Sequential footprints, called a trackway, from several early duck-bill dinosaurs, 6-foot tall water birds and other animals were discovered in a 64-foot-long section of limestone near Grapevine Lake.
The trackway was covered with a layer of soil and concrete in 2006 to protect it from tourist activity and wave erosion caused by the nearby lake.
Floyd "Bo" Henk, an adjunct professor of geology and board member of Our Lands & Waters Foundation, a non-profit organization that partners with the Army Corps of Engineers, invited the university geology department to help make molds of the tracks to preserve them for study.
A portion of the trackway was uncovered Sept. 27 for a middle school field trip.

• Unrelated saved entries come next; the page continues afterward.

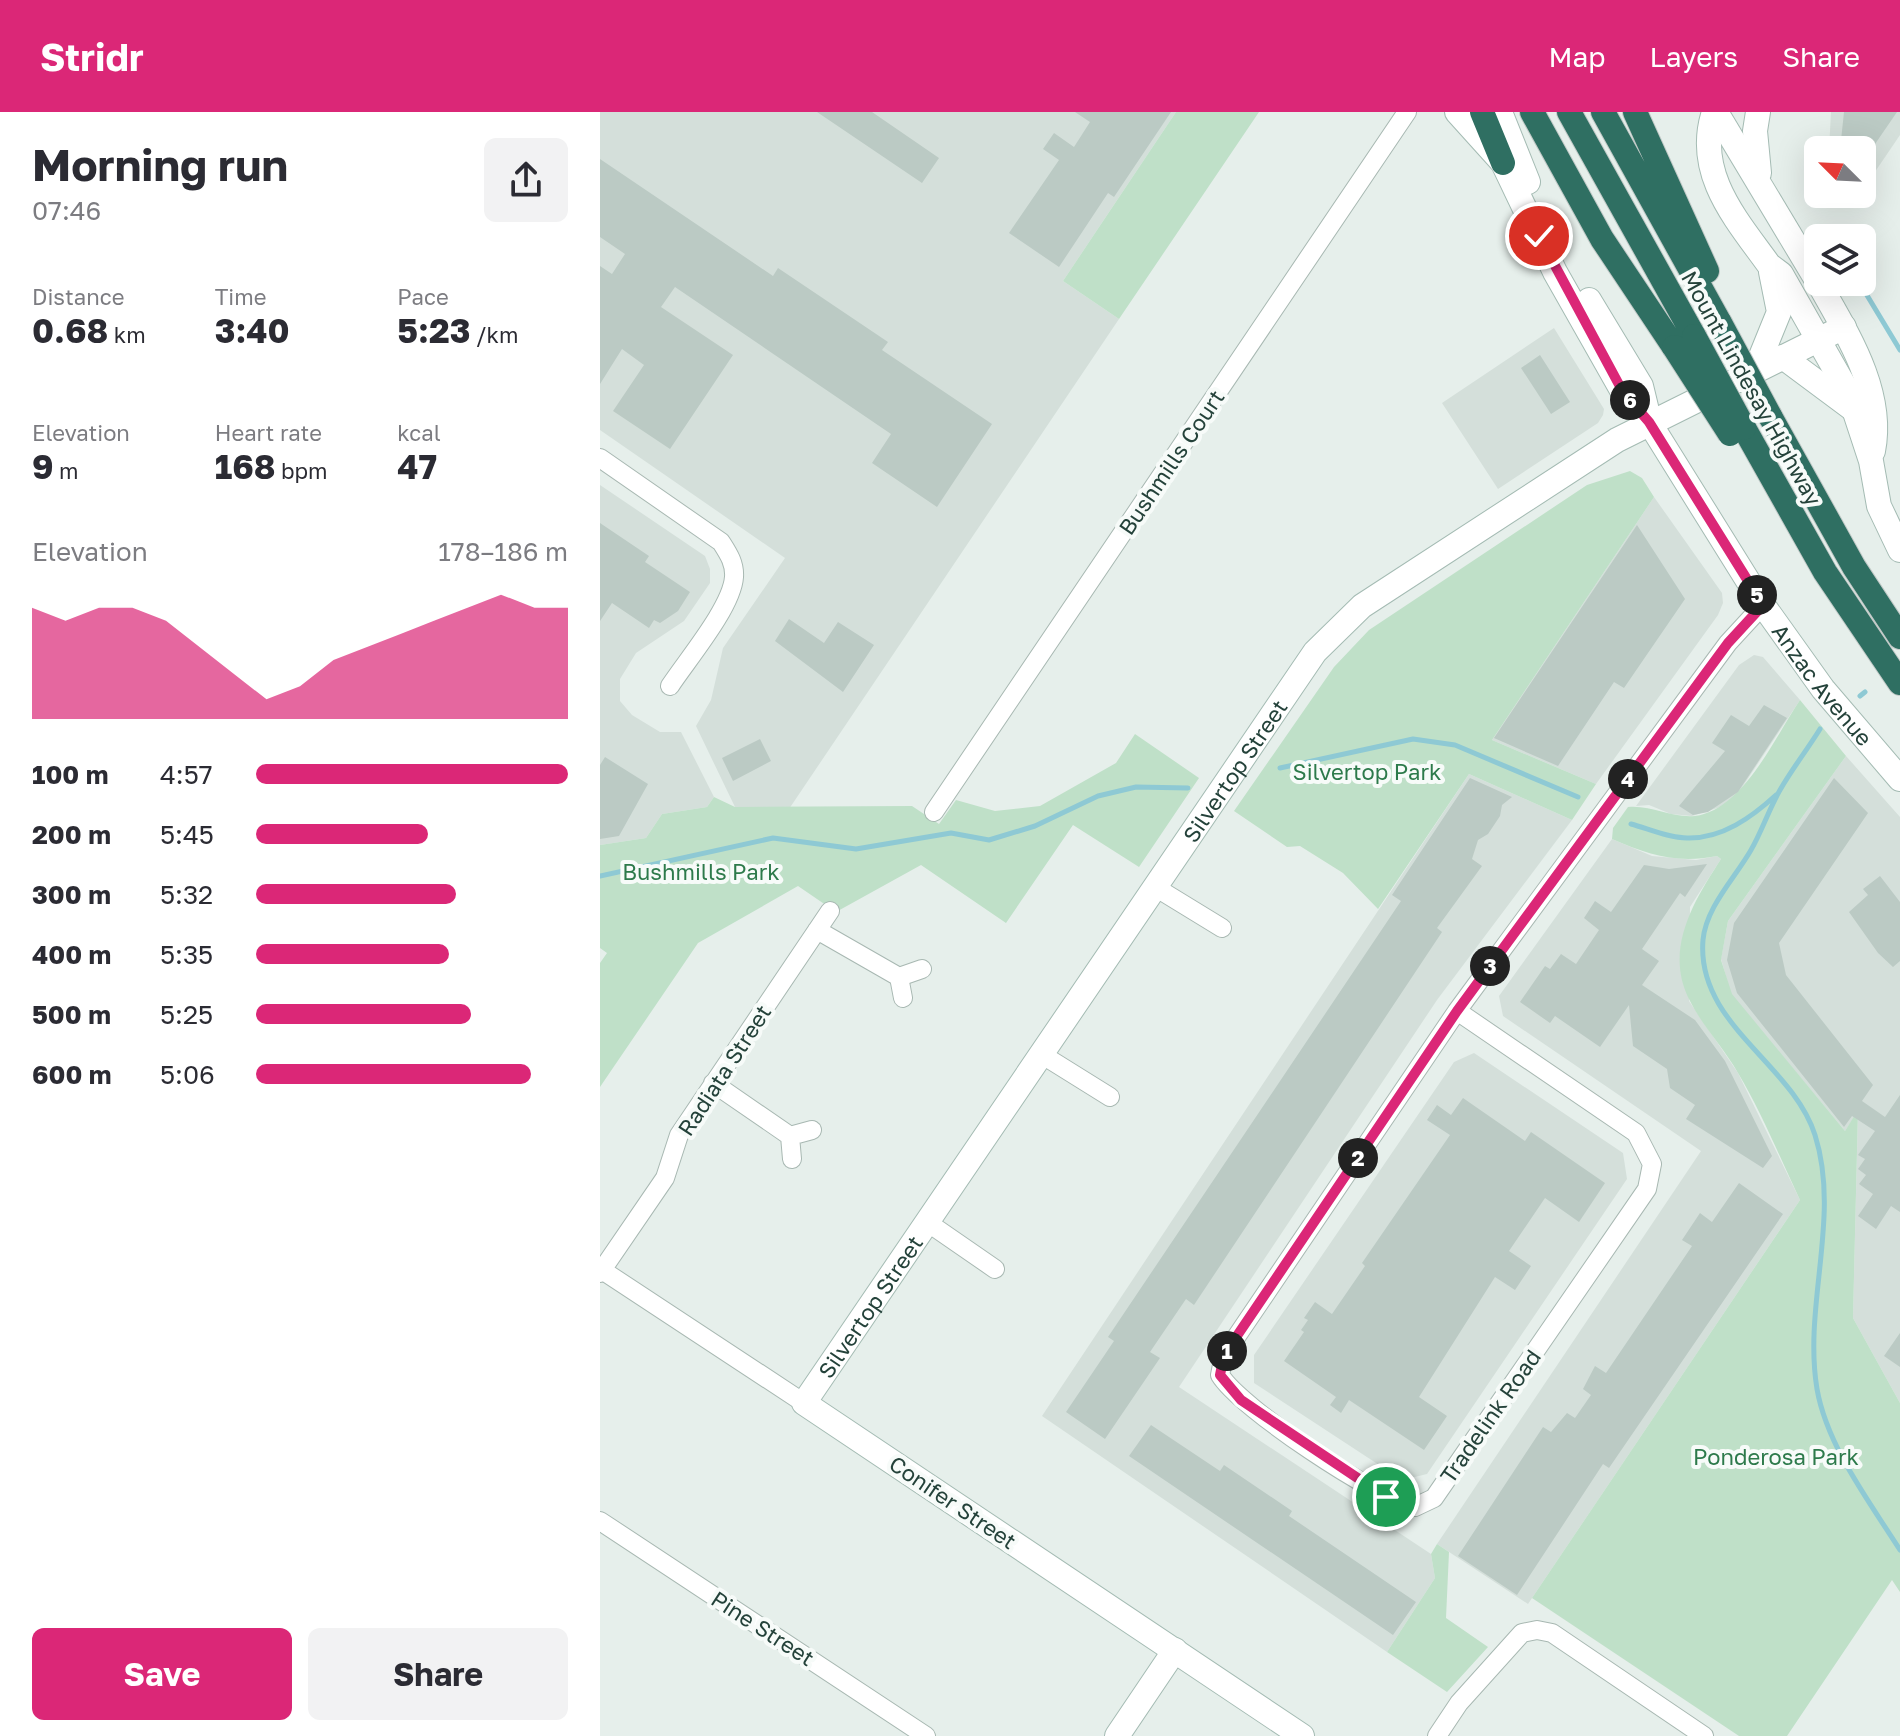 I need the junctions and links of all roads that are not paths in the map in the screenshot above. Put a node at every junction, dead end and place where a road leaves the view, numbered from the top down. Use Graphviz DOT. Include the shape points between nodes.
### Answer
graph roads {
  1 [pos="1407,112"];
  2 [pos="1457,112"];
  3 [pos="1482,112"];
  4 [pos="1500,112"];
  5 [pos="1532,112"];
  6 [pos="1569,112"];
  7 [pos="1603,112"];
  8 [pos="1635,112"];
  9 [pos="1715,112"];
  10 [pos="1758,112"];
  11 [pos="1503,163"];
  12 [pos="1760,180"];
  13 [pos="1804,257"];
  14 [pos="1769,265"];
  15 [pos="1826,296"];
  16 [pos="1720,323"];
  17 [pos="1844,327"];
  18 [pos="1820,338"];
  19 [pos="1684,342"];
  20 [pos="1783,357"];
  21 [pos="1755,371"];
  22 [pos="1855,410"];
  23 [pos="1649,422"];
  24 [pos="600,458"];
  25 [pos="1871,461"];
  26 [pos="1900,550"];
  27 [pos="1763,605"];
  28 [pos="1900,637"];
  29 [pos="1900,683"];
  30 [pos="670,686"];
  31 [pos="1900,779"];
  32 [pos="934,812"];
  33 [pos="1155,887"];
  34 [pos="830,911"];
  35 [pos="1222,928"];
  36 [pos="817,930"];
  37 [pos="922,969"];
  38 [pos="899,977"];
  39 [pos="903,998"];
  40 [pos="1457,1011"];
  41 [pos="1041,1054"];
  42 [pos="713,1083"];
  43 [pos="1110,1097"];
  44 [pos="812,1130"];
  45 [pos="790,1136"];
  46 [pos="792,1159"];
  47 [pos="927,1222"];
  48 [pos="995,1269"];
  49 [pos="601,1272"];
  50 [pos="804,1403"];
  51 [pos="600,1521"];
  52 [pos="1175,1650"];
  53 [pos="926,1736"];
  54 [pos="1117,1736"];
  55 [pos="1302,1736"];
  56 [pos="1437,1736"];
  57 [pos="1704,1736"];
  1 -- 32 [label="street, Bushmills Court"];
  2 -- 11 [label="street, Anzac Avenue"];
  3 -- 11 [label="highway"];
  4 -- 23 [label="street, Anzac Avenue" via="1559,250 1641,386"];
  5 -- 19 [label="highway" via="1602,239"];
  6 -- 19 [label="highway, Mount Lindesay Highway"];
  7 -- 16 [label="highway, Mount Lindesay Highway"];
  8 -- 16 [label="highway" via="1719,297"];
  9 -- 12 [label="street"];
  9 -- 14 [label="street" via="1709,137 1712,172 1725,203"];
  10 -- 12 [label="street"];
  11 -- 23 [label="street, Anzac Avenue" via="1555,272 1623,392"];
  12 -- 13 [label="street"];
  14 -- 18 [label="street" via="1781,274"];
  14 -- 21 [label="street" via="1779,312"];
  15 -- 17 [label="street"];
  16 -- 28 [label="highway, Mount Lindesay Highway, bridge" via="1854,567"];
  17 -- 18 [label="street, Silvertop Street"];
  17 -- 25 [label="street" via="1873,404 1877,431"];
  18 -- 20 [label="street, Silvertop Street"];
  18 -- 22 [label="street"];
  19 -- 29 [label="highway, Mount Lindesay Highway, bridge"];
  20 -- 21 [label="street, Silvertop Street"];
  20 -- 22 [label="street"];
  21 -- 23 [label="street, Silvertop Street"];
  22 -- 25 [label="street"];
  23 -- 27 [label="street, Anzac Avenue"];
  23 -- 33 [label="street, Silvertop Street" via="1362,606 1337,628 1315,652"];
  24 -- 30 [label="street" via="721,542 732,559 734,577 727,598"];
  25 -- 26 [label="street" via="1879,506"];
  27 -- 31 [label="street, Anzac Avenue" via="1823,689"];
  27 -- 40 [label="street, Tradelink Road" via="1728,643"];
  33 -- 35 [label="street"];
  33 -- 41 [label="street, Silvertop Street"];
  34 -- 36 [label="street, Radiata Street"];
  36 -- 38 [label="street"];
  36 -- 42 [label="street, Radiata Street"];
  37 -- 38 [label="street"];
  38 -- 39 [label="street"];
  40 -- 40 [label="street, Tradelink Road" via="1636,1133 1652,1164 1647,1189 1458,1464 1434,1498 1415,1507 1386,1497 1266,1417 1230,1390 1220,1375 1224,1355"];
  41 -- 43 [label="street"];
  41 -- 47 [label="street, Silvertop Street"];
  42 -- 45 [label="street"];
  42 -- 49 [label="street, Radiata Street" via="679,1135 665,1178"];
  44 -- 45 [label="street"];
  45 -- 46 [label="street"];
  47 -- 48 [label="street"];
  47 -- 50 [label="street, Silvertop Street"];
  49 -- 50 [label="street, Conifer Street"];
  50 -- 52 [label="street, Conifer Street"];
  51 -- 53 [label="street, Pine Street"];
  52 -- 54 [label="street"];
  52 -- 55 [label="street, Conifer Street"];
  56 -- 57 [label="street" via="1459,1703 1522,1633 1537,1630 1552,1633"];
} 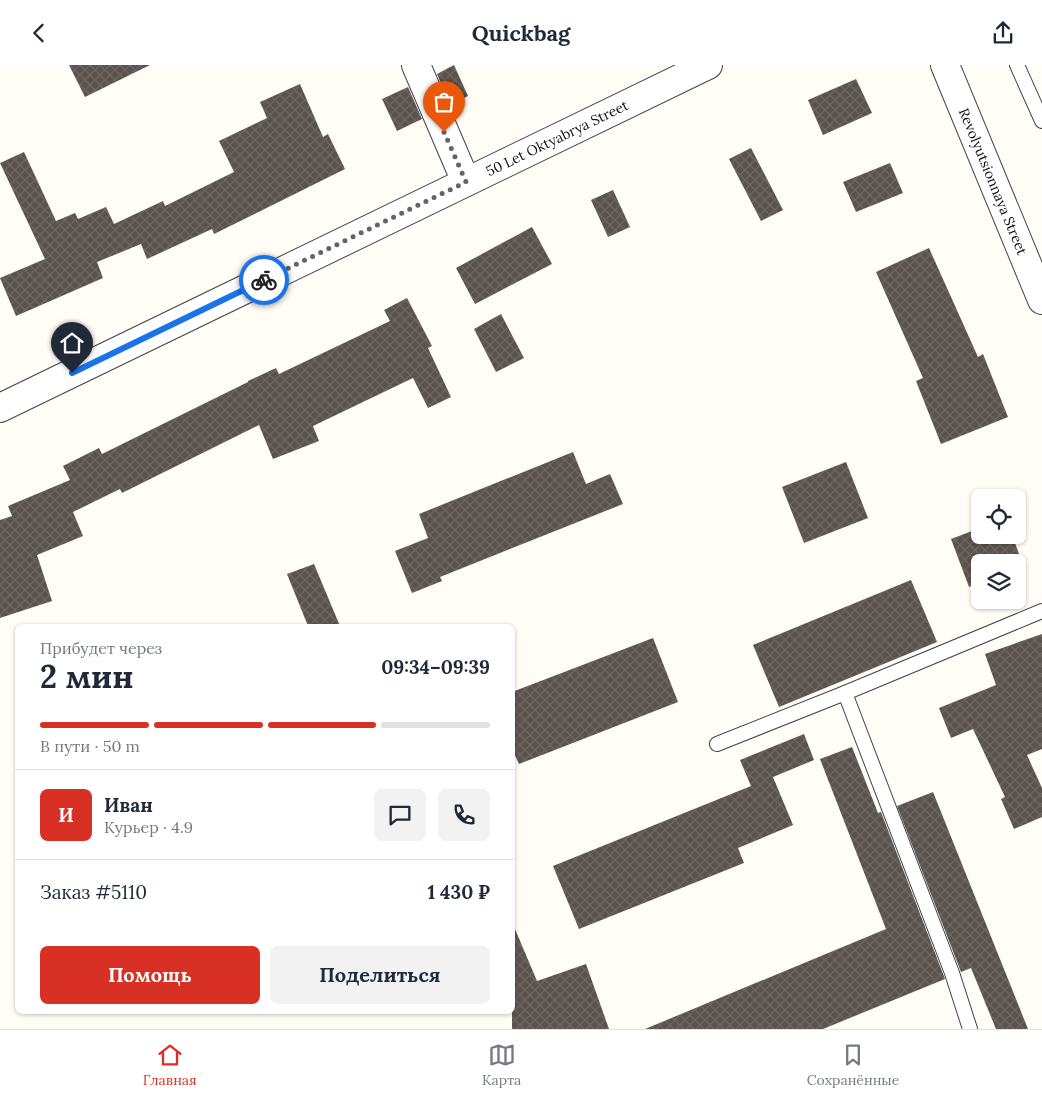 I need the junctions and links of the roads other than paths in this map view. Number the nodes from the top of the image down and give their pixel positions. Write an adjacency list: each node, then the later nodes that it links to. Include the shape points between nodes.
1 (416, 65): 6 (street)
2 (708, 65): 6 (street, 50 Let Oktyabrya Street)
3 (945, 65): 7 (street, Revolyutsionnaya Street)
4 (1017, 65): 5 (lane)
5 (1042, 121)
6 (466, 182): 8 (street, 50 Let Oktyabrya Street)
7 (1041, 296)
8 (0, 407)
9 (1042, 611): 10 (lane)
10 (845, 693): 11 (lane); 12 (lane, via 952,973)
11 (717, 744)
12 (970, 1029) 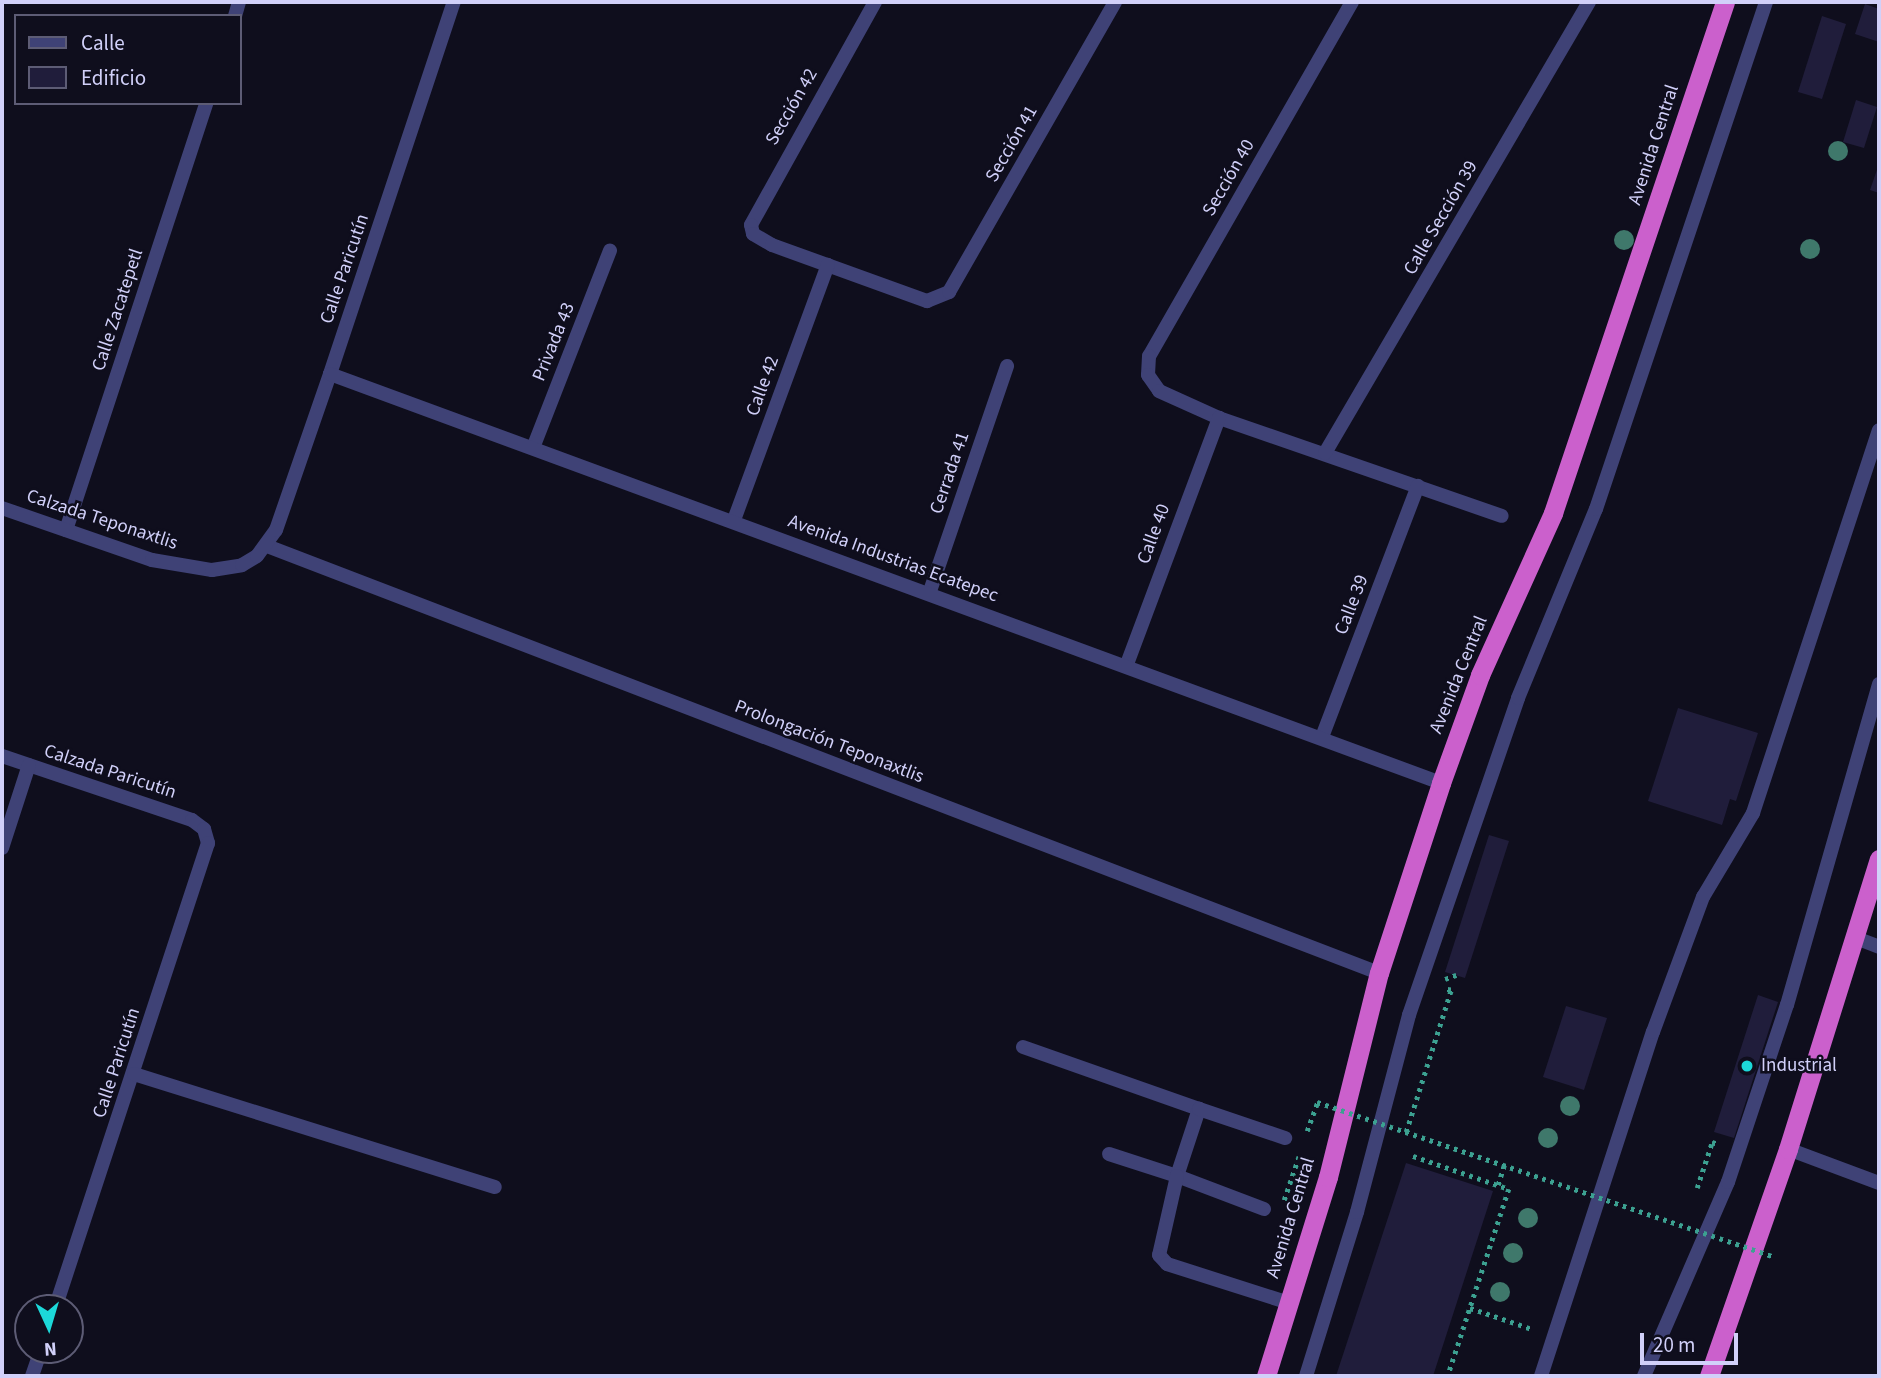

A teacher from Dawson Middle School received a grant to uncover a portion of the tracks for a two-day field trip. The middle school students benefited from the opportunity to experience the preservation process, teachers from Dawson Middle School said.
“They could see the tracks in a natural environment,” said Carl Kurtz, a junior geology major at TCU. “It wasn’t something that was cleaned up, packaged and on display in a museum.”
The geology department joined the Army Corps of Engineers, Our Land & Waters Foundation, the Arlington Archosaur Site and other organizations to run a station for the field trip. Geologists and university students also made latex and plaster molds of the tracks.
University students explained the mold-making process and discussed what trackways reveal. Middle schoolers learned how specific track marks could indicate certain environmental and behavioral patterns.
Middle school students also helped paint layers of latex over the tracks, until rain cut the project short. The field trip’s second day was canceled, but the geologists and university students returned on the morning of Sept. 30 to complete the mold.
They used towels, hairdryers and a leaf blower to remove pools of rain water in the tracks.
“Early on we were seeing 15 to 20 minute drying time between layers,” Kurtz said. “By the end of the day, that had extended to nearly two hours.”
The molds will remain at the university until casts are made. Casts will go to Dawson Middle School and to the original site because it will not be possible to see the trackway once the lake levels rise again, Kurtz said.
Henk said the site will be turned into a park and learning education center for the metroplex.